**What to do**:
Your answer must be every line below, repeated exactly.

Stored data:

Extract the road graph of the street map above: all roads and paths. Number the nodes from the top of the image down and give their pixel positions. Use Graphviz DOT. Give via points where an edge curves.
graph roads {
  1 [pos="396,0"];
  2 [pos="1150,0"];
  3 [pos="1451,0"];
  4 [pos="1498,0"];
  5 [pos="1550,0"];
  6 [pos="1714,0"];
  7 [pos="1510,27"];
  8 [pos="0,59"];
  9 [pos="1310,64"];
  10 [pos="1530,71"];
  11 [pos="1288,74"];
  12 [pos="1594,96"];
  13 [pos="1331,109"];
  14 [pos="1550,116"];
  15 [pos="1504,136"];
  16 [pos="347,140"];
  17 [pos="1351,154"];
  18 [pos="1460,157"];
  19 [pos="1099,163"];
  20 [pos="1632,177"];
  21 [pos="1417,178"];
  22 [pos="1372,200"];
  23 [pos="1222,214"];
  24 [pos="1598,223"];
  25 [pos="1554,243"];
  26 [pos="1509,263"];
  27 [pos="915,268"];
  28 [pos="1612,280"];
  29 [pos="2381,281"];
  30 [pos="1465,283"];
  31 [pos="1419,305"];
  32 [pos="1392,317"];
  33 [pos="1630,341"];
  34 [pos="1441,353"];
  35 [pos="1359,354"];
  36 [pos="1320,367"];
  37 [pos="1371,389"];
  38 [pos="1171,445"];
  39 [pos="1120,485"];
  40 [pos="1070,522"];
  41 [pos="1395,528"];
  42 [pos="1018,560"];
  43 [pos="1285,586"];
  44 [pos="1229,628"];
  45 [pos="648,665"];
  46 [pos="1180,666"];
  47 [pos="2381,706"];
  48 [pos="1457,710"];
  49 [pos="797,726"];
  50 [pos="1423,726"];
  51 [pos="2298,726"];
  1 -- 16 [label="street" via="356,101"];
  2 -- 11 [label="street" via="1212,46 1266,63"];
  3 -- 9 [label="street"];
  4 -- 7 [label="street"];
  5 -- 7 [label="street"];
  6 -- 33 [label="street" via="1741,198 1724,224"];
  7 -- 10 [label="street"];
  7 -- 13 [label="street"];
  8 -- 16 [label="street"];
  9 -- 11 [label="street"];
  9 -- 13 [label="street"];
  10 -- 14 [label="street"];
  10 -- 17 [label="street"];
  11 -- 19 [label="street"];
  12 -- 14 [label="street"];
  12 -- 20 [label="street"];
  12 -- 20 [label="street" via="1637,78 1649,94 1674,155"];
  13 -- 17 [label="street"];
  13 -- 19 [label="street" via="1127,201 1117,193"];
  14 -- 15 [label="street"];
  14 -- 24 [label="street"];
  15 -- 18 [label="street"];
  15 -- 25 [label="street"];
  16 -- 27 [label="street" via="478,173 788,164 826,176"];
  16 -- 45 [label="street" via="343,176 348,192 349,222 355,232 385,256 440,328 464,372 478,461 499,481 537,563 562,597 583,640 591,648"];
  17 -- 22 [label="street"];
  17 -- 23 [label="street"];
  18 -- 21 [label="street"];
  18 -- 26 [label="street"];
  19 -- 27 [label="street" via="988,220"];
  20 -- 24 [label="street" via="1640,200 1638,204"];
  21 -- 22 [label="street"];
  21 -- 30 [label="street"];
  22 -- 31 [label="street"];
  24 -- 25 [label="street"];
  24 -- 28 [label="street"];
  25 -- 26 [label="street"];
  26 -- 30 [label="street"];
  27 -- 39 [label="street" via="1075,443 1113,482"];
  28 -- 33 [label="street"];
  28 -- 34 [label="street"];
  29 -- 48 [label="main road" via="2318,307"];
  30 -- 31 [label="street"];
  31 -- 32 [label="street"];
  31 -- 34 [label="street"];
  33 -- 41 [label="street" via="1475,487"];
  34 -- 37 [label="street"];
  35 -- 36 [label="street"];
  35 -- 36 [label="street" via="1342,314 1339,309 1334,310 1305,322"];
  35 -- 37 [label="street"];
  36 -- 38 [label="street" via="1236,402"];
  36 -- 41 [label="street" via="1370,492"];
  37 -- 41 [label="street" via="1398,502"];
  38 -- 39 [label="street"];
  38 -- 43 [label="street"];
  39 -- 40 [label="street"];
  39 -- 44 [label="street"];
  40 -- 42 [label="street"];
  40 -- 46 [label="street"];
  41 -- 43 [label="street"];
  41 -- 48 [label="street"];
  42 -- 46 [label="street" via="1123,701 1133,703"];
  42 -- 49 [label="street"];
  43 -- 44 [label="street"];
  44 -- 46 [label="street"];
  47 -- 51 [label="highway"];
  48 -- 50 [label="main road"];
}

**Problem solution**:
Extract the road graph of the street map above: all roads and paths. Number the nodes from the top of the image down and give their pixel positions. Use Graphviz DOT. Give via points where an edge curves.
graph roads {
  1 [pos="396,0"];
  2 [pos="1150,0"];
  3 [pos="1451,0"];
  4 [pos="1498,0"];
  5 [pos="1550,0"];
  6 [pos="1714,0"];
  7 [pos="1510,27"];
  8 [pos="0,59"];
  9 [pos="1310,64"];
  10 [pos="1530,71"];
  11 [pos="1288,74"];
  12 [pos="1594,96"];
  13 [pos="1331,109"];
  14 [pos="1550,116"];
  15 [pos="1504,136"];
  16 [pos="347,140"];
  17 [pos="1351,154"];
  18 [pos="1460,157"];
  19 [pos="1099,163"];
  20 [pos="1632,177"];
  21 [pos="1417,178"];
  22 [pos="1372,200"];
  23 [pos="1222,214"];
  24 [pos="1598,223"];
  25 [pos="1554,243"];
  26 [pos="1509,263"];
  27 [pos="915,268"];
  28 [pos="1612,280"];
  29 [pos="2381,281"];
  30 [pos="1465,283"];
  31 [pos="1419,305"];
  32 [pos="1392,317"];
  33 [pos="1630,341"];
  34 [pos="1441,353"];
  35 [pos="1359,354"];
  36 [pos="1320,367"];
  37 [pos="1371,389"];
  38 [pos="1171,445"];
  39 [pos="1120,485"];
  40 [pos="1070,522"];
  41 [pos="1395,528"];
  42 [pos="1018,560"];
  43 [pos="1285,586"];
  44 [pos="1229,628"];
  45 [pos="648,665"];
  46 [pos="1180,666"];
  47 [pos="2381,706"];
  48 [pos="1457,710"];
  49 [pos="797,726"];
  50 [pos="1423,726"];
  51 [pos="2298,726"];
  1 -- 16 [label="street" via="356,101"];
  2 -- 11 [label="street" via="1212,46 1266,63"];
  3 -- 9 [label="street"];
  4 -- 7 [label="street"];
  5 -- 7 [label="street"];
  6 -- 33 [label="street" via="1741,198 1724,224"];
  7 -- 10 [label="street"];
  7 -- 13 [label="street"];
  8 -- 16 [label="street"];
  9 -- 11 [label="street"];
  9 -- 13 [label="street"];
  10 -- 14 [label="street"];
  10 -- 17 [label="street"];
  11 -- 19 [label="street"];
  12 -- 14 [label="street"];
  12 -- 20 [label="street"];
  12 -- 20 [label="street" via="1637,78 1649,94 1674,155"];
  13 -- 17 [label="street"];
  13 -- 19 [label="street" via="1127,201 1117,193"];
  14 -- 15 [label="street"];
  14 -- 24 [label="street"];
  15 -- 18 [label="street"];
  15 -- 25 [label="street"];
  16 -- 27 [label="street" via="478,173 788,164 826,176"];
  16 -- 45 [label="street" via="343,176 348,192 349,222 355,232 385,256 440,328 464,372 478,461 499,481 537,563 562,597 583,640 591,648"];
  17 -- 22 [label="street"];
  17 -- 23 [label="street"];
  18 -- 21 [label="street"];
  18 -- 26 [label="street"];
  19 -- 27 [label="street" via="988,220"];
  20 -- 24 [label="street" via="1640,200 1638,204"];
  21 -- 22 [label="street"];
  21 -- 30 [label="street"];
  22 -- 31 [label="street"];
  24 -- 25 [label="street"];
  24 -- 28 [label="street"];
  25 -- 26 [label="street"];
  26 -- 30 [label="street"];
  27 -- 39 [label="street" via="1075,443 1113,482"];
  28 -- 33 [label="street"];
  28 -- 34 [label="street"];
  29 -- 48 [label="main road" via="2318,307"];
  30 -- 31 [label="street"];
  31 -- 32 [label="street"];
  31 -- 34 [label="street"];
  33 -- 41 [label="street" via="1475,487"];
  34 -- 37 [label="street"];
  35 -- 36 [label="street"];
  35 -- 36 [label="street" via="1342,314 1339,309 1334,310 1305,322"];
  35 -- 37 [label="street"];
  36 -- 38 [label="street" via="1236,402"];
  36 -- 41 [label="street" via="1370,492"];
  37 -- 41 [label="street" via="1398,502"];
  38 -- 39 [label="street"];
  38 -- 43 [label="street"];
  39 -- 40 [label="street"];
  39 -- 44 [label="street"];
  40 -- 42 [label="street"];
  40 -- 46 [label="street"];
  41 -- 43 [label="street"];
  41 -- 48 [label="street"];
  42 -- 46 [label="street" via="1123,701 1133,703"];
  42 -- 49 [label="street"];
  43 -- 44 [label="street"];
  44 -- 46 [label="street"];
  47 -- 51 [label="highway"];
  48 -- 50 [label="main road"];
}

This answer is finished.